The appropriate names for each of the test beds are: - Mouse BIRN - FIRST BIRN - Morphometry BIRN - BIRN Coordinating Center


  • 11. Disputes over authorship are best settled at the Working Group level by the authors themselves or the Test Bed P.I. If local efforts fail, the BIRN Executive Committee will assist in resolving grievances.


Implementation

  • This BIRN authorship policy will be posted on the http://www.nbirn.net web site and will be included in the BIRN procedure manuals. These authorship policies shall be included in our orientation of new members.
  • Authorship policies will be reviewed at each annual All Hands Meeting and the policies updated to reflect our developing culture and experience.


Acknowledgements

All publications should acknowledge BIRN and other related grants using the formats given below. Any use of BIRN data resources (technology, software, and/or archived data) requires acknowledgement. Secondary use of archived imaging or other data requires acknowledgement of the sites where the data was collected, grant support information, identifying Principal Investigators, title of project that collected the data, preferably by citing the published work that describes the acquisition and primary analysis of the data. All publications should acknowledge all sites that contributed data to the work done in the manuscript.

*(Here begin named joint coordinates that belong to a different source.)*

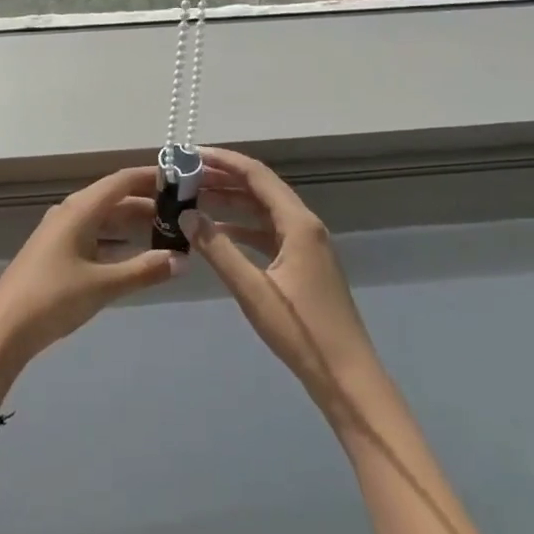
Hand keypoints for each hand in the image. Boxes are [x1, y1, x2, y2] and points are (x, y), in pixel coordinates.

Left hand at [0, 167, 183, 404]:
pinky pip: (94, 234)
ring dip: (132, 222)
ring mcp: (61, 231)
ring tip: (166, 231)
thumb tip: (182, 260)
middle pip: (114, 197)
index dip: (151, 177)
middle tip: (182, 211)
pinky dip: (116, 239)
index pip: (122, 181)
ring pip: (104, 217)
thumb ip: (143, 270)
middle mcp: (70, 212)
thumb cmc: (54, 298)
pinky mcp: (57, 251)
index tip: (182, 180)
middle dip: (147, 202)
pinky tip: (134, 252)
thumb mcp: (103, 285)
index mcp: (80, 209)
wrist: (4, 328)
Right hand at [181, 148, 384, 436]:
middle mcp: (305, 225)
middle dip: (223, 178)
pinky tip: (217, 233)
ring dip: (231, 202)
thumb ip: (217, 249)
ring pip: (263, 210)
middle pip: (260, 188)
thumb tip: (186, 214)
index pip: (256, 175)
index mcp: (298, 223)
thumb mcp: (253, 290)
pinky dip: (242, 227)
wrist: (348, 379)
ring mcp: (306, 244)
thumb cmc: (301, 332)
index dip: (223, 161)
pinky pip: (268, 232)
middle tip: (185, 175)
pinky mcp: (304, 263)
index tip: (190, 154)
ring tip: (194, 197)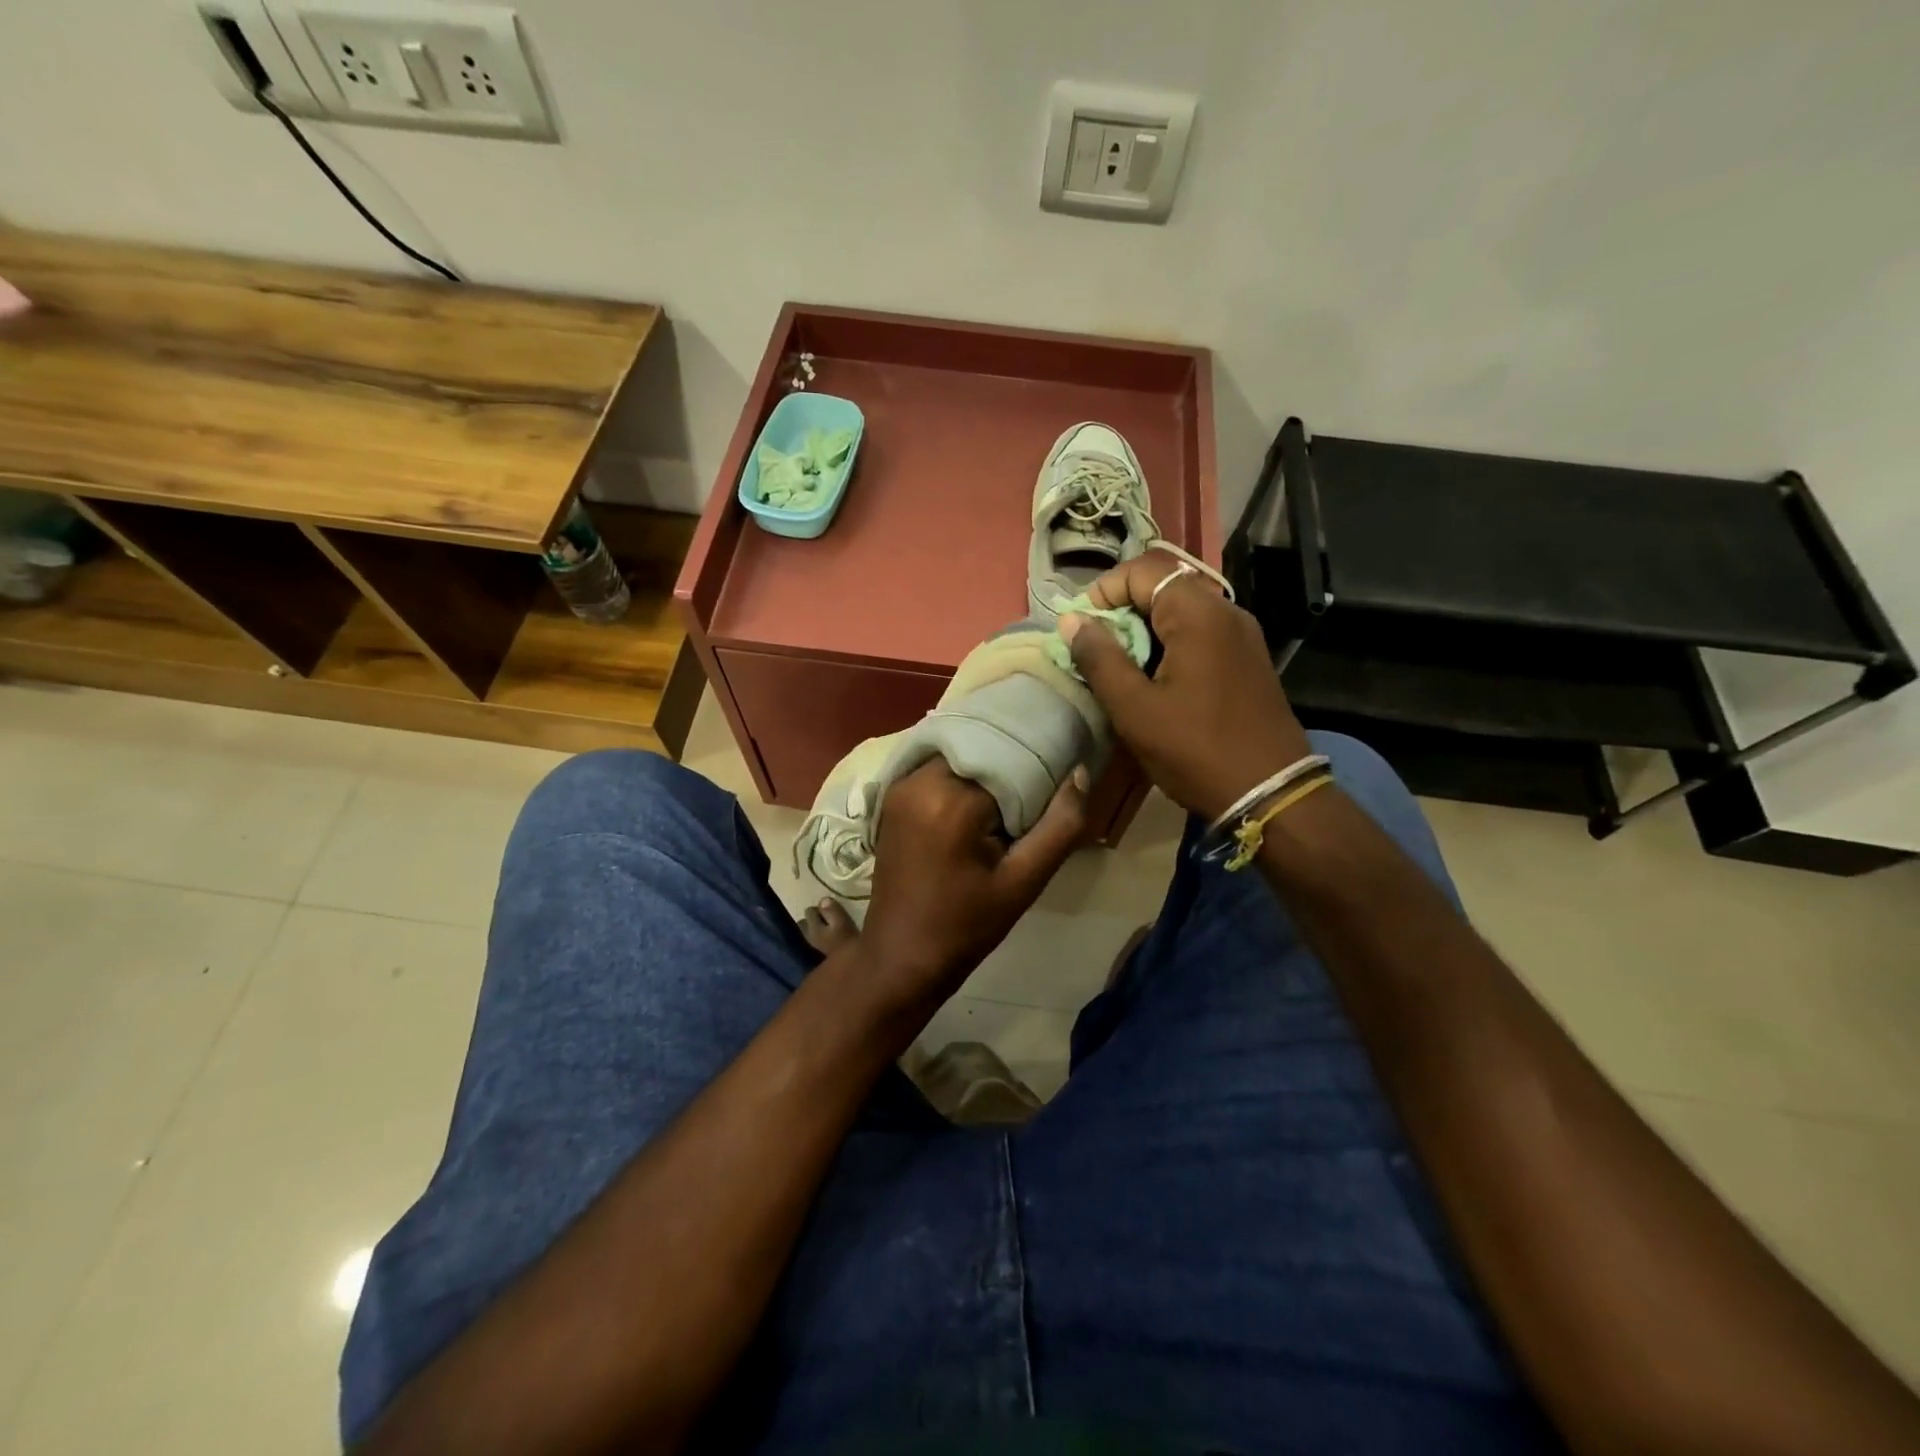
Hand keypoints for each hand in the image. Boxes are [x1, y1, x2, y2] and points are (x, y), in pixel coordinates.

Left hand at [859, 758, 1086, 1011]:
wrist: (901, 957)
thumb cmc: (965, 926)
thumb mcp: (1023, 882)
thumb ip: (1059, 826)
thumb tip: (1079, 773)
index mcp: (950, 800)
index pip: (1007, 759)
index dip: (1037, 766)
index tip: (1059, 775)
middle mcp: (918, 781)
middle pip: (979, 750)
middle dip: (1010, 761)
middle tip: (1040, 782)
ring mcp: (899, 786)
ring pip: (957, 755)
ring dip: (985, 767)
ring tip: (1014, 790)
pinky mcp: (892, 797)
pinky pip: (936, 768)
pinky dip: (962, 774)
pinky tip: (982, 797)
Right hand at [1062, 552, 1311, 821]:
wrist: (1271, 793)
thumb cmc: (1196, 750)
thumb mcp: (1135, 709)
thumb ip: (1099, 659)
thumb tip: (1071, 620)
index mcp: (1199, 614)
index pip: (1142, 571)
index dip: (1103, 592)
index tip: (1081, 631)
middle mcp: (1226, 611)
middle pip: (1163, 586)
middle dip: (1121, 612)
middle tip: (1096, 653)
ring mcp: (1242, 635)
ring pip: (1181, 611)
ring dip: (1144, 631)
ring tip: (1120, 670)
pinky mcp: (1247, 659)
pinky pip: (1199, 634)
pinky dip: (1169, 645)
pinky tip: (1154, 682)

"This research was supported by [GRANT #] to the [GROUP] Biomedical Informatics Research Network (BIRN, http://www.nbirn.net), that is funded by the National Center for Research Resources (NCRR) at the National Institutes of Health (NIH)."

(Under construction- tough given the flux in funding mechanism)

Whenever possible both acknowledgements and authorship should be made specific to the particular BIRN group generating the manuscript. Hence, the words GRANT # and GROUP above would be one of the following:

- [list all four fund numbers], [], to have a global acknowledgement
- [mouse #], [Mouse], for work developed mainly by Mouse BIRN
- [first #], [FIRST], for work developed mainly by FIRST BIRN
- [P41 RR14075-03S1], [Morphometry], for work developed mainly by Morphometry
BIRN
- [cc#], [Coordinating Center], for work developed mainly by BIRN CC


Examples of BIRN generated publications (BIRN Investigators)

  • 1. Scientific manuscripts resulting from multi-site data analysis for BIRN Specific Aims using BIRN data.
  • 2. Scientific manuscripts resulting from multi-site data analysis using BIRN data, BIRN data analysis tools or methods not directly addressing BIRN specific aims.
  • 3. Scientific manuscripts covering the development and/or validation of methods for cross platform data acquisition, data correction, network infrastructure, multi-site image visualization, multi-site software data analysis tools, data base creation, data sharing, subject confidentiality, etc.
  • 4. Review articles dealing with the BIRN (no new findings).


Examples of BIRN generated publications (non-BIRN Investigators)

  • 1. Scientific manuscripts resulting from multi-site MRI data analysis for non BIRN Specific Aims using BIRN data.